Network of blood vessels around the knee

The patellar network (circulatory anastomosis around the knee-joint, patellar anastomosis, genicular anastomosis, articular vascular network of knee or rete articulare genus) is an intricate network of blood vessels around and above the patella, and on the contiguous ends of the femur and tibia, forming a superficial and a deep plexus.

- The superficial plexus is situated between the fascia and skin around about the patella, and forms three well-defined arches: one, above the upper border of the patella, in the loose connective tissue over the quadriceps femoris; the other two, below the level of the patella, are situated in the fat behind the patellar ligament.
- The deep plexus, which forms a close net-work of vessels, lies on the lower end of the femur and upper end of the tibia around their articular surfaces, and sends numerous offsets into the interior of the joint.

The genicular arteries which form this plexus are the medial inferior and medial superior genicular arteries, the lateral inferior and lateral superior genicular arteries, the descending genicular artery, the descending branch of lateral femoral circumflex artery, and the anterior tibial recurrent artery.

==Clinical relevance==
The genicular anastomosis provides collateral circulation to supply the leg when the knee is fully flexed.

When the knee suffers a popliteal aneurysm, if the femoral artery has to be ligated surgically, blood can still reach the popliteal artery distal to the ligation via the genicular anastomosis. However, if flow in the femoral artery of a normal leg is suddenly disrupted, blood flow distally is rarely sufficient. The reason for this is the fact that the genicular anastomosis is only present in a minority of individuals and is always undeveloped when disease in the femoral artery is absent.

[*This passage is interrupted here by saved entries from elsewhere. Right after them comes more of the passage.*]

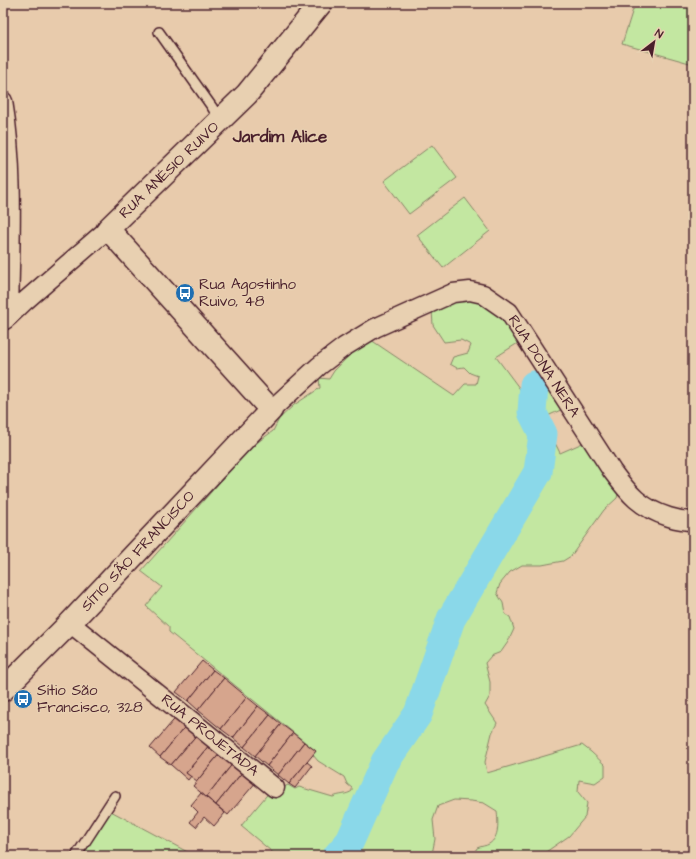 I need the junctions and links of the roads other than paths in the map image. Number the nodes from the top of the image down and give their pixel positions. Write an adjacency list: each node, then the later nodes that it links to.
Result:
1 (321, 3): 4 (street, RUA ANÉSIO RUIVO)
2 (159, 32): 4 (lane)
3 (3, 100): 6 (street)
4 (220, 120): 5 (street, RUA ANÉSIO RUIVO)
5 (108, 229): 6 (street, RUA ANÉSIO RUIVO); 7 (street)
6 (6, 319)
7 (271, 410): 8 (street, RUA DONA NERA); 9 (street, SÍTIO SÃO FRANCISCO)
8 (693, 521)
9 (70, 623): 10 (street, SÍTIO SÃO FRANCISCO); 11 (street, RUA PROJETADA)
10 (3, 690)
11 (276, 788)
12 (115, 796): 13 (lane)
13 (76, 856) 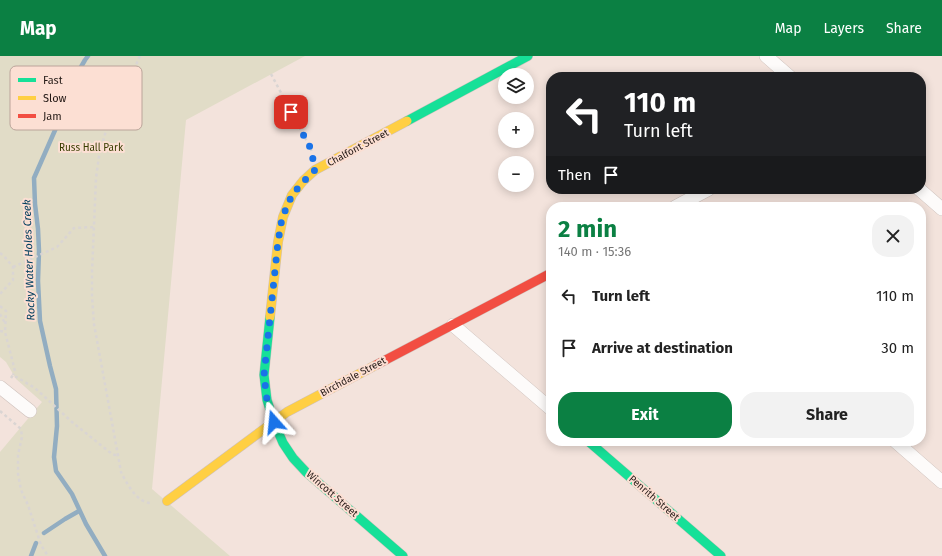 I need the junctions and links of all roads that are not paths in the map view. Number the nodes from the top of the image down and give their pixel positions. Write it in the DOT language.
graph roads {
  1 [pos="528,56"];
  2 [pos="766,56"];
  3 [pos="784,72"];
  4 [pos="700,194"];
  5 [pos="926,194"];
  6 [pos="684,202"];
  7 [pos="941,205"];
  8 [pos="546,276"];
  9 [pos="453,325"];
  10 [pos="0,387"];
  11 [pos="546,405"];
  12 [pos="30,411"];
  13 [pos="274,422"];
  14 [pos="594,446"];
  15 [pos="901,446"];
  16 [pos="942,482"];
  17 [pos="167,501"];
  18 [pos="403,556"];
  19 [pos="721,556"];
  1 -- 13 [label="street, Chalfont Street"];
  2 -- 3 [label="street"];
  4 -- 6 [label="street"];
  5 -- 7 [label="street"];
  8 -- 9 [label="street, Birchdale Street"];
  9 -- 11 [label="street"];
  9 -- 13 [label="street, Birchdale Street"];
  10 -- 12 [label="street"];
  13 -- 17 [label="street, Birchdale Street"];
  13 -- 18 [label="street, Wincott Street"];
  14 -- 19 [label="street, Penrith Street"];
  15 -- 16 [label="street"];
} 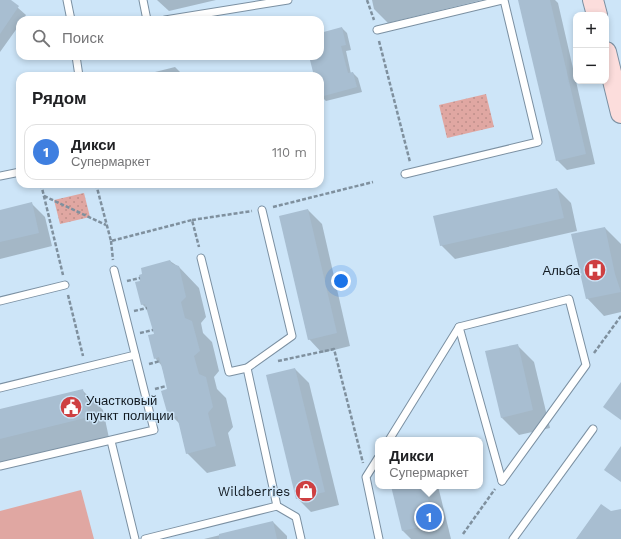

Illustrations of the genicular anastomosis in textbooks all appear to have been derived from the idealized image, shown in the sidebox, produced first by Gray's Anatomy in 1910. Neither the 1910 illustration, nor any subsequent version, was made of an anatomical dissection but rather from the writings of John Hunter (surgeon) and Astley Cooper which described the genicular anastomosis many years after ligation of the femoral artery for popliteal aneurysm. The genicular anastomosis has not been demonstrated even with modern imaging techniques such as X-ray computed tomography or angiography.